#### Task requirements
Only lines containing "Doctor" belong in the answer, each copied from the entries below.

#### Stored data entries
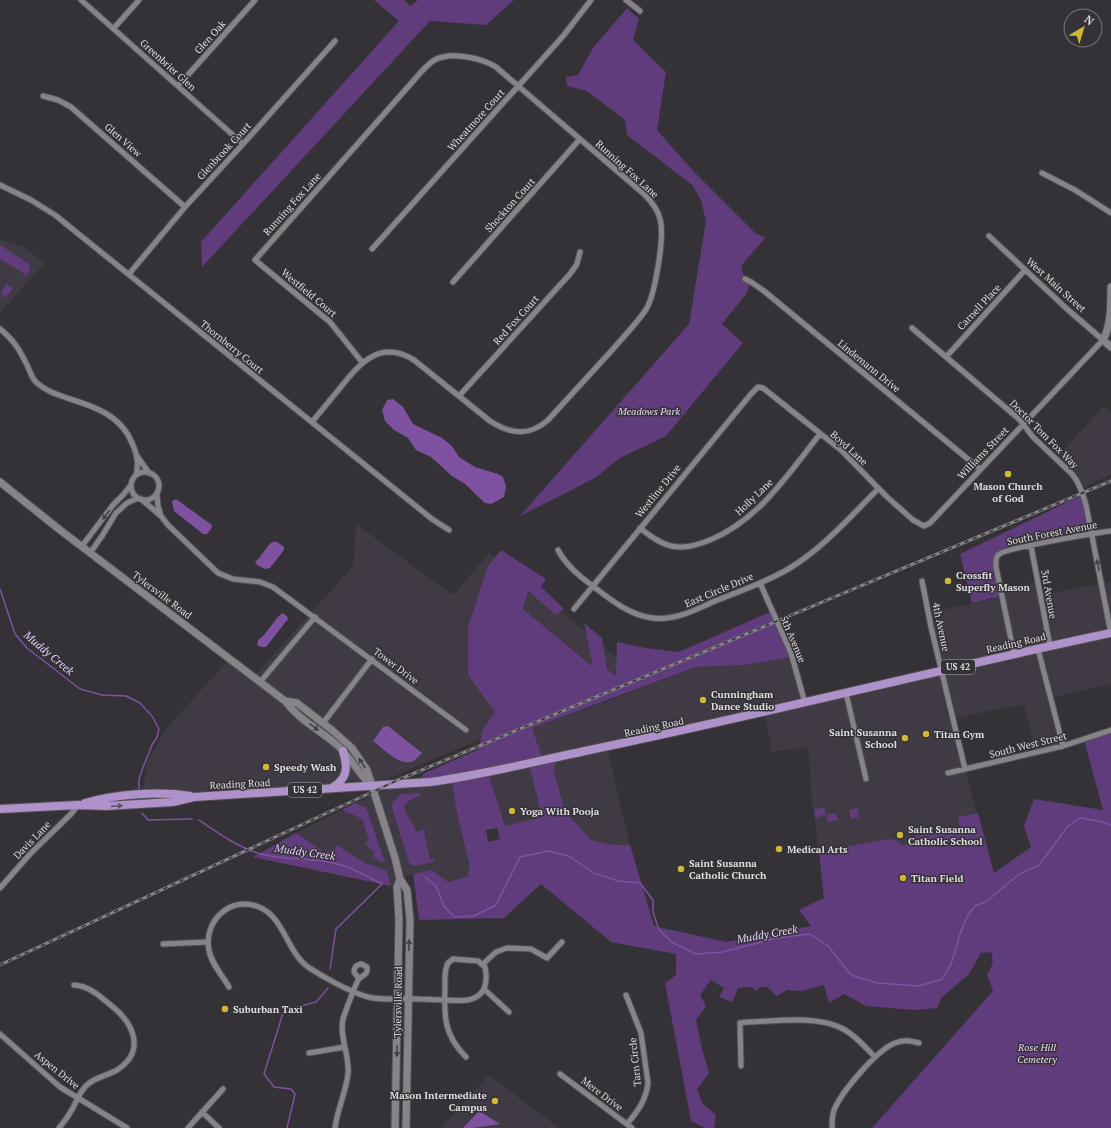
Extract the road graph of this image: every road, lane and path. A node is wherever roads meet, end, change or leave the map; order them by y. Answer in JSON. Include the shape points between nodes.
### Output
{"nodes":[{"id":1,"x":81,"y":0,"type":"edge"},
{"id":2,"x":139,"y":0,"type":"edge"},
{"id":3,"x":255,"y":0,"type":"edge"},
{"id":4,"x":591,"y":0,"type":"edge"},
{"id":5,"x":626,"y":0,"type":"edge"},
{"id":6,"x":640,"y":11,"type":"dead end"},
{"id":7,"x":114,"y":28,"type":"junction"},
{"id":8,"x":335,"y":41,"type":"dead end"},
{"id":9,"x":178,"y":86,"type":"junction"},
{"id":10,"x":518,"y":86,"type":"junction"},
{"id":11,"x":43,"y":96,"type":"dead end"},
{"id":12,"x":580,"y":139,"type":"junction"},
{"id":13,"x":243,"y":144,"type":"junction"},
{"id":14,"x":1042,"y":173,"type":"dead end"},
{"id":15,"x":0,"y":185,"type":"edge"},
{"id":16,"x":185,"y":207,"type":"junction"},
{"id":17,"x":1111,"y":213,"type":"edge"},
{"id":18,"x":988,"y":236,"type":"dead end"},
{"id":19,"x":372,"y":249,"type":"dead end"},
{"id":20,"x":580,"y":252,"type":"dead end"},
{"id":21,"x":254,"y":260,"type":"joint"},
{"id":22,"x":1025,"y":270,"type":"junction"},
{"id":23,"x":128,"y":274,"type":"junction"},
{"id":24,"x":745,"y":280,"type":"dead end"},
{"id":25,"x":453,"y":282,"type":"dead end"},
{"id":26,"x":1111,"y":287,"type":"edge"},
{"id":27,"x":912,"y":328,"type":"dead end"},
{"id":28,"x":0,"y":329,"type":"edge"},
{"id":29,"x":1103,"y":340,"type":"junction"},
{"id":30,"x":1111,"y":347,"type":"edge"},
{"id":31,"x":946,"y":357,"type":"junction"},
{"id":32,"x":362,"y":362,"type":"junction"},
{"id":33,"x":758,"y":387,"type":"joint"},
{"id":34,"x":459,"y":396,"type":"junction"},
{"id":35,"x":312,"y":422,"type":"junction"},
{"id":36,"x":1023,"y":425,"type":"junction"},
{"id":37,"x":820,"y":434,"type":"junction"},
{"id":38,"x":137,"y":456,"type":"junction"},
{"id":39,"x":980,"y":469,"type":"junction"},
{"id":40,"x":149,"y":473,"type":"junction"},
{"id":41,"x":136,"y":475,"type":"junction"},
{"id":42,"x":0,"y":482,"type":"edge"},
{"id":43,"x":131,"y":485,"type":"junction"},
{"id":44,"x":0,"y":487,"type":"edge"},
{"id":45,"x":878,"y":489,"type":"junction"},
{"id":46,"x":157,"y":493,"type":"junction"},
{"id":47,"x":140,"y":499,"type":"junction"},
{"id":48,"x":27,"y":504,"type":"junction"},
{"id":49,"x":161,"y":516,"type":"junction"},
{"id":50,"x":924,"y":526,"type":"joint"},
{"id":51,"x":640,"y":528,"type":"junction"},
{"id":52,"x":449,"y":530,"type":"dead end"},
{"id":53,"x":1111,"y":530,"type":"edge"},
{"id":54,"x":1092,"y":534,"type":"junction"},
{"id":55,"x":82,"y":546,"type":"junction"},
{"id":56,"x":1031,"y":546,"type":"junction"},
{"id":57,"x":558,"y":550,"type":"dead end"},
{"id":58,"x":90,"y":553,"type":"junction"},
{"id":59,"x":922,"y":582,"type":"dead end"},
{"id":60,"x":760,"y":583,"type":"junction"},
{"id":61,"x":592,"y":586,"type":"junction"},
{"id":62,"x":574,"y":609,"type":"dead end"},
{"id":63,"x":313,"y":615,"type":"junction"},
{"id":64,"x":1111,"y":634,"type":"edge"},
{"id":65,"x":1050,"y":646,"type":"junction"},
{"id":66,"x":1038,"y":649,"type":"junction"},
{"id":67,"x":1014,"y":654,"type":"junction"},
{"id":68,"x":372,"y":659,"type":"junction"},
{"id":69,"x":941,"y":671,"type":"junction"},
{"id":70,"x":260,"y":682,"type":"junction"},
{"id":71,"x":846,"y":693,"type":"junction"},
{"id":72,"x":286,"y":701,"type":"junction"},
{"id":73,"x":805,"y":703,"type":"junction"},
{"id":74,"x":323,"y":723,"type":"junction"},
{"id":75,"x":466,"y":730,"type":"dead end"},
{"id":76,"x":1111,"y":730,"type":"edge"},
{"id":77,"x":1063,"y":746,"type":"junction"},
{"id":78,"x":343,"y":751,"type":"junction"},
{"id":79,"x":966,"y":769,"type":"junction"},
{"id":80,"x":948,"y":773,"type":"dead end"},
{"id":81,"x":866,"y":779,"type":"dead end"},
{"id":82,"x":372,"y":786,"type":"junction"},
{"id":83,"x":330,"y":789,"type":"junction"},
{"id":84,"x":78,"y":805,"type":"junction"},
{"id":85,"x":0,"y":809,"type":"edge"},
{"id":86,"x":400,"y":879,"type":"junction"},
{"id":87,"x":0,"y":888,"type":"edge"},
{"id":88,"x":208,"y":942,"type":"junction"},
{"id":89,"x":562,"y":942,"type":"dead end"},
{"id":90,"x":163,"y":944,"type":"dead end"},
{"id":91,"x":483,"y":964,"type":"junction"},
{"id":92,"x":359,"y":979,"type":"dead end"},
{"id":93,"x":74,"y":985,"type":"dead end"},
{"id":94,"x":229,"y":987,"type":"dead end"},
{"id":95,"x":484,"y":989,"type":"junction"},
{"id":96,"x":354,"y":991,"type":"junction"},
{"id":97,"x":626,"y":995,"type":"dead end"},
{"id":98,"x":398,"y":998,"type":"junction"},
{"id":99,"x":408,"y":998,"type":"junction"},
{"id":100,"x":445,"y":999,"type":"junction"},
{"id":101,"x":509,"y":1012,"type":"dead end"},
{"id":102,"x":0,"y":1034,"type":"edge"},
{"id":103,"x":919,"y":1043,"type":"dead end"},
{"id":104,"x":345,"y":1047,"type":"junction"},
{"id":105,"x":309,"y":1053,"type":"dead end"},
{"id":106,"x":466,"y":1057,"type":"dead end"},
{"id":107,"x":876,"y":1057,"type":"junction"},
{"id":108,"x":741,"y":1066,"type":"dead end"},
{"id":109,"x":560,"y":1074,"type":"dead end"},
{"id":110,"x":223,"y":1088,"type":"dead end"},
{"id":111,"x":77,"y":1099,"type":"junction"},
{"id":112,"x":202,"y":1112,"type":"junction"},
{"id":113,"x":628,"y":1124,"type":"junction"},
{"id":114,"x":59,"y":1128,"type":"edge"},
{"id":115,"x":127,"y":1128,"type":"edge"},
{"id":116,"x":188,"y":1128,"type":"edge"},
{"id":117,"x":220,"y":1128,"type":"edge"},
{"id":118,"x":335,"y":1128,"type":"edge"},
{"id":119,"x":396,"y":1128,"type":"edge"},
{"id":120,"x":406,"y":1128,"type":"edge"},
{"id":121,"x":632,"y":1128,"type":"edge"},
{"id":122,"x":832,"y":1128,"type":"edge"}],
"edges":[{"from":1,"to":7,"type":"street","name":"Greenbrier Glen"},
{"from":2,"to":7,"type":"street"},
{"from":3,"to":9,"type":"street","name":"Glen Oak"},
{"from":4,"to":10,"type":"street","name":"Wheatmore Court","via":[[564,35]]},
{"from":5,"to":6,"type":"street"},
{"from":7,"to":9,"type":"street","name":"Greenbrier Glen"},
{"from":8,"to":13,"type":"street","name":"Glenbrook Court"},
{"from":9,"to":13,"type":"street","name":"Greenbrier Glen"},
{"from":10,"to":12,"type":"street","name":"Running Fox Lane"},
{"from":10,"to":19,"type":"street","name":"Wheatmore Court"},
{"from":10,"to":21,"type":"street","name":"Running Fox Lane","via":[[496,67],[482,60],[456,56],[433,61]]},
{"from":11,"to":16,"type":"street","name":"Glen View","via":[[71,107]]},
{"from":12,"to":25,"type":"street","name":"Shockton Court"},
{"from":12,"to":34,"type":"street","name":"Running Fox Lane","via":[[644,194],[658,213],[662,236],[650,304],[548,420],[535,429],[516,432],[500,428]]},
{"from":13,"to":16,"type":"street","name":"Glenbrook Court"},
{"from":14,"to":17,"type":"street"},
{"from":15,"to":23,"type":"street","name":"Thornberry Court","via":[[55,215]]},
{"from":16,"to":23,"type":"street","name":"Glenbrook Court"},
{"from":18,"to":22,"type":"street","name":"West Main Street"},
{"from":20,"to":34,"type":"street","name":"Red Fox Court","via":[[577,264],[570,274]]},
{"from":21,"to":32,"type":"street","name":"Westfield Court","via":[[330,322]]},
{"from":22,"to":29,"type":"street","name":"West Main Street"},
{"from":22,"to":31,"type":"street","name":"Carnell Place"},
{"from":23,"to":35,"type":"street","name":"Thornberry Court"},
{"from":24,"to":39,"type":"street","name":"Lindemann Drive","via":[[764,291]]},
{"from":26,"to":29,"type":"main road","via":[[1110,326]]},
{"from":27,"to":31,"type":"street","name":"Doctor Tom Fox Way"},
{"from":28,"to":38,"type":"street","via":[[14,342],[37,383],[52,393],[102,410],[127,433]]},
{"from":29,"to":30,"type":"main road","name":"West Main Street"},
{"from":29,"to":36,"type":"street","name":"Williams Street"},
{"from":31,"to":36,"type":"street","name":"Doctor Tom Fox Way"},
{"from":32,"to":34,"type":"street","name":"Running Fox Lane","via":[[382,353],[403,354]]},
{"from":32,"to":35,"type":"street","name":"Running Fox Lane"},
{"from":33,"to":37,"type":"street","name":"Boyd Lane","via":[[763,388]]},
{"from":33,"to":51,"type":"street","name":"Westline Drive"},
{"from":35,"to":52,"type":"street","name":"Thornberry Court"},
{"from":36,"to":39,"type":"street","name":"Williams Street"},
{"from":36,"to":54,"type":"street","name":"Doctor Tom Fox Way","via":[[1077,481],[1084,497]]},
{"from":37,"to":45,"type":"street","name":"Boyd Lane","via":[[853,461]]},
{"from":37,"to":51,"type":"street","name":"Holly Lane","via":[[768,500],[743,522],[716,537],[692,546],[676,546],[655,539]]},
{"from":38,"to":40,"type":"street"},
{"from":38,"to":41,"type":"street"},
{"from":39,"to":50,"type":"street","name":"Williams Street","via":[[934,519]]},
{"from":40,"to":41,"type":"street","via":[[142,472]]},
{"from":40,"to":46,"type":"street","via":[[158,481]]},
{"from":41,"to":43,"type":"street"},
{"from":42,"to":48,"type":"main road","name":"Tylersville Road"},
{"from":43,"to":47,"type":"street","via":[[133,493]]},
{"from":43,"to":55,"type":"street","one_way":true},
{"from":44,"to":48,"type":"main road","name":"Tylersville Road"},
{"from":45,"to":50,"type":"street","name":"Boyd Lane","via":[[913,520]]},
{"from":45,"to":60,"type":"street","name":"East Circle Drive","via":[[806,557]]},
{"from":46,"to":47,"type":"street","via":[[150,499]]},
{"from":46,"to":49,"type":"street"},
{"from":47,"to":49,"type":"street","name":"Tower Drive"},
{"from":47,"to":58,"type":"street","via":[[127,503],[116,512]]},
{"from":48,"to":55,"type":"main road","name":"Tylersville Road"},
{"from":49,"to":63,"type":"street","name":"Tower Drive","via":[[218,573],[233,579],[260,582],[274,587]]},
{"from":51,"to":61,"type":"street","name":"Westline Drive"},
{"from":53,"to":54,"type":"street","name":"South Forest Avenue"},
{"from":54,"to":56,"type":"street","name":"South Forest Avenue"},
{"from":64,"to":54,"type":"street","name":"Doctor Tom Fox Way","one_way":true},
{"from":55,"to":58,"type":"main road","name":"Tylersville Road"},
{"from":56,"to":65,"type":"street","name":"3rd Avenue"},
{"from":56,"to":67,"type":"street","name":"South Forest Avenue","via":[[1002,552],[996,560]]},
{"from":57,"to":61,"type":"street","name":"East Circle Drive","via":[[566,563]]},
{"from":58,"to":70,"type":"main road","name":"Tylersville Road"},
{"from":59,"to":69,"type":"street","name":"4th Avenue"},
{"from":60,"to":61,"type":"street","name":"East Circle Drive","via":[[685,614],[657,618],[626,610]]},
{"from":60,"to":73,"type":"street","name":"5th Avenue","via":[[791,653]]},
{"from":61,"to":62,"type":"street","name":"Westline Drive"},
{"from":63,"to":68,"type":"street","name":"Tower Drive"},
{"from":63,"to":70,"type":"street"},
{"from":64,"to":65,"type":"main road","name":"Reading Road","number":"US 42"},
{"from":65,"to":66,"type":"main road","name":"Reading Road","number":"US 42"},
{"from":66,"to":67,"type":"main road","name":"Reading Road","number":"US 42"},
{"from":66,"to":77,"type":"street"},
{"from":67,"to":69,"type":"main road","name":"Reading Road","number":"US 42"},
{"from":68,"to":74,"type":"street"},
{"from":68,"to":75,"type":"street","name":"Tower Drive"},
{"from":69,"to":71,"type":"main road","name":"Reading Road","number":"US 42"},
{"from":69,"to":79,"type":"street","name":"4th Avenue"},
{"from":70,"to":72,"type":"main road","name":"Tylersville Road"},
{"from":71,"to":73,"type":"main road","name":"Reading Road","number":"US 42"},
{"from":71,"to":81,"type":"street"},
{"from":72,"to":74,"type":"main road","name":"Tylersville Road","via":[[297,703]]},
{"from":72,"to":78,"type":"main road","name":"Tylersville Road","one_way":true,"via":[[292,710]]},
{"from":73,"to":82,"type":"main road","name":"Reading Road","number":"US 42","via":[[467,777]]},
{"from":82,"to":74,"type":"main road","name":"Tylersville Road","one_way":true,"via":[[371,778],[357,755]]},
{"from":76,"to":77,"type":"street","name":"South West Street"},
{"from":77,"to":79,"type":"street","name":"South West Street"},
{"from":78,"to":82,"type":"main road","name":"Tylersville Road"},
{"from":78,"to":83,"type":"main road","via":[[346,762],[344,777]]},
{"from":79,"to":80,"type":"street","name":"South West Street"},
{"from":82,"to":83,"type":"main road","name":"Reading Road","number":"US 42"},
{"from":82,"to":86,"type":"main road","name":"Tylersville Road"},
{"from":83,"to":84,"type":"main road","name":"Reading Road","number":"US 42","via":[[194,797],[173,802],[143,804]]},
{"from":84,"to":85,"type":"main road","name":"Reading Road","number":"US 42"},
{"from":84,"to":87,"type":"street","name":"Davis Lane"},
{"from":86,"to":98,"type":"main road","name":"Tylersville Road","via":[[397,887]]},
{"from":99,"to":86,"type":"main road","name":"Tylersville Road","one_way":true,"via":[[409,901],[407,890]]},
{"from":88,"to":90,"type":"street"},
{"from":88,"to":94,"type":"street","via":[[210,956]]},
{"from":88,"to":96,"type":"street","via":[[212,924],[225,910],[244,904],[260,907],[273,917],[302,961],[322,975]]},
{"from":89,"to":91,"type":"street","via":[[547,958],[531,949],[507,948],[496,952]]},
{"from":91,"to":95,"type":"street","via":[[486,971]]},
{"from":91,"to":100,"type":"street","via":[[478,961],[449,961],[446,969]]},
{"from":92,"to":96,"type":"street"},
{"from":93,"to":111,"type":"street","via":[[87,988],[120,1012],[132,1029],[134,1038],[131,1054],[124,1064],[114,1072],[88,1083]]},
{"from":95,"to":100,"type":"street","via":[[471,999]]},
{"from":95,"to":101,"type":"street"},
{"from":96,"to":98,"type":"street","via":[[369,997]]},
{"from":96,"to":104,"type":"street","via":[[343,1019]]},
{"from":97,"to":113,"type":"street","name":"Tarn Circle","via":[[641,1033],[648,1083],[643,1103]]},
{"from":98,"to":99,"type":"street"},
{"from":98,"to":119,"type":"main road","name":"Tylersville Road","one_way":true},
{"from":99,"to":100,"type":"street"},
{"from":99,"to":120,"type":"main road","name":"Tylersville Road"},
{"from":100,"to":106,"type":"street","via":[[445,1018],[449,1034]]},
{"from":102,"to":111,"type":"street","name":"Aspen Drive"},
{"from":103,"to":107,"type":"street","via":[[907,1040],[899,1042],[887,1047]]},
{"from":104,"to":105,"type":"street"},
{"from":104,"to":118,"type":"street","via":[[348,1074]]},
{"from":107,"to":108,"type":"street","via":[[852,1036],[831,1024],[810,1020],[748,1022],[740,1023]]},
{"from":107,"to":122,"type":"street","via":[[842,1094],[833,1113]]},
{"from":109,"to":113,"type":"street","name":"Mere Drive"},
{"from":110,"to":112,"type":"street"},
{"from":111,"to":114,"type":"street"},
{"from":111,"to":115,"type":"street","name":"Aspen Drive"},
{"from":112,"to":116,"type":"street"},
{"from":112,"to":117,"type":"street"},
{"from":113,"to":121,"type":"street","name":"Mere Drive"}]}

#### Solution
{"from":27,"to":31,"type":"street","name":"Doctor Tom Fox Way"},
{"from":31,"to":36,"type":"street","name":"Doctor Tom Fox Way"},
{"from":36,"to":54,"type":"street","name":"Doctor Tom Fox Way","via":[[1077,481],[1084,497]]},
{"from":64,"to":54,"type":"street","name":"Doctor Tom Fox Way","one_way":true},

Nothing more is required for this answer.